If you have already paid or shared details
Speed genuinely decides how much, if anything, can be recovered. Every hour matters because money moves through multiple accounts quickly and becomes harder to trace and freeze the longer you wait.
- Call 1930 — the National Cyber Crime Helpline — immediately. This is the fastest route to requesting a freeze on the receiving bank account before the money is moved further.
- File a complaint at cybercrime.gov.in, the government's National Cyber Crime Reporting Portal, with as much detail as you can: transaction IDs, UTR numbers, app name, group name, screenshots, and any phone numbers involved.
- Call your bank's official number (found on your bank's own website or the back of your card, not a number given by the scammer) and ask them to flag the transaction, attempt a reversal, and freeze the receiving account if possible.
- Preserve every piece of evidence — screenshots of the group, the app, the chat, transaction IDs, UTR numbers, the phone numbers and UPI IDs or bank account details used.

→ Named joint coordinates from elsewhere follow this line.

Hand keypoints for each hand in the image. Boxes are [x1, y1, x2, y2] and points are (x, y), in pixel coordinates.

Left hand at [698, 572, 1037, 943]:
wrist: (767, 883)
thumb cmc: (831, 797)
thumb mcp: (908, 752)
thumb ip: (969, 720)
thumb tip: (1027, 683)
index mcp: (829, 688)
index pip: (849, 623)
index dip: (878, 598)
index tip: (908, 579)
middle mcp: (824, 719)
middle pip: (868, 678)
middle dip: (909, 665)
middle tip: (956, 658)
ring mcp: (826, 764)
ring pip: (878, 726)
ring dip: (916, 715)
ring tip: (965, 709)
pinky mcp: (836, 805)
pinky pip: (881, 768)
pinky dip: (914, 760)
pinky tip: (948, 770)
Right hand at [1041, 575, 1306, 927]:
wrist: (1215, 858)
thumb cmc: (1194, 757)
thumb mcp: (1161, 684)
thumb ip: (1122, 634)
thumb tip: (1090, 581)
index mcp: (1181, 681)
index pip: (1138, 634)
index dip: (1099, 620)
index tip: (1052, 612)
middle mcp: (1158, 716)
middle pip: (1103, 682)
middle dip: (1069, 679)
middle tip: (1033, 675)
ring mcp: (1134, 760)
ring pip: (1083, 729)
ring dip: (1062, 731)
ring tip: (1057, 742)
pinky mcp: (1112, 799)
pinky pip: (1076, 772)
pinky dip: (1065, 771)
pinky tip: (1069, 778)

Do not delete anything until your complaint is filed.
Protecting family, especially elderly parents
Retired parents with savings, pension payouts, or fixed-deposit maturities are a frequent target because they are often looking for better returns and may be less familiar with how trading apps and SEBI verification actually work.
- Ask them to tell you before they join any "trading" or "tip" group, and before they install any trading app that did not come from the Play Store.
- Agree on a simple family rule: no transfer connected to a "trading opportunity" without a phone call to you or another trusted family member first.
- Walk them through what a real broker statement looks like versus a screen showing a rising balance with no way to withdraw it.
- Remind them, without judgement, that if it has already happened, calling 1930 immediately matters far more than feeling embarrassed about it.
The chart below is an illustrative breakdown of the red flags that commonly appear together in these groups, based on the pattern described above — not a market survey.
This research is published by Bachao.AI, a product of Dhisattva AI Pvt Ltd, a DPIIT-recognised startup working on scam awareness for Indian consumers.
For general guidance on protecting your finances and reporting cyber fraud, see the Reserve Bank of India and cybercrime.gov.in. To verify an advisor's registration, check SEBI's official portal at sebi.gov.in. Read more scam-awareness guides on the blog.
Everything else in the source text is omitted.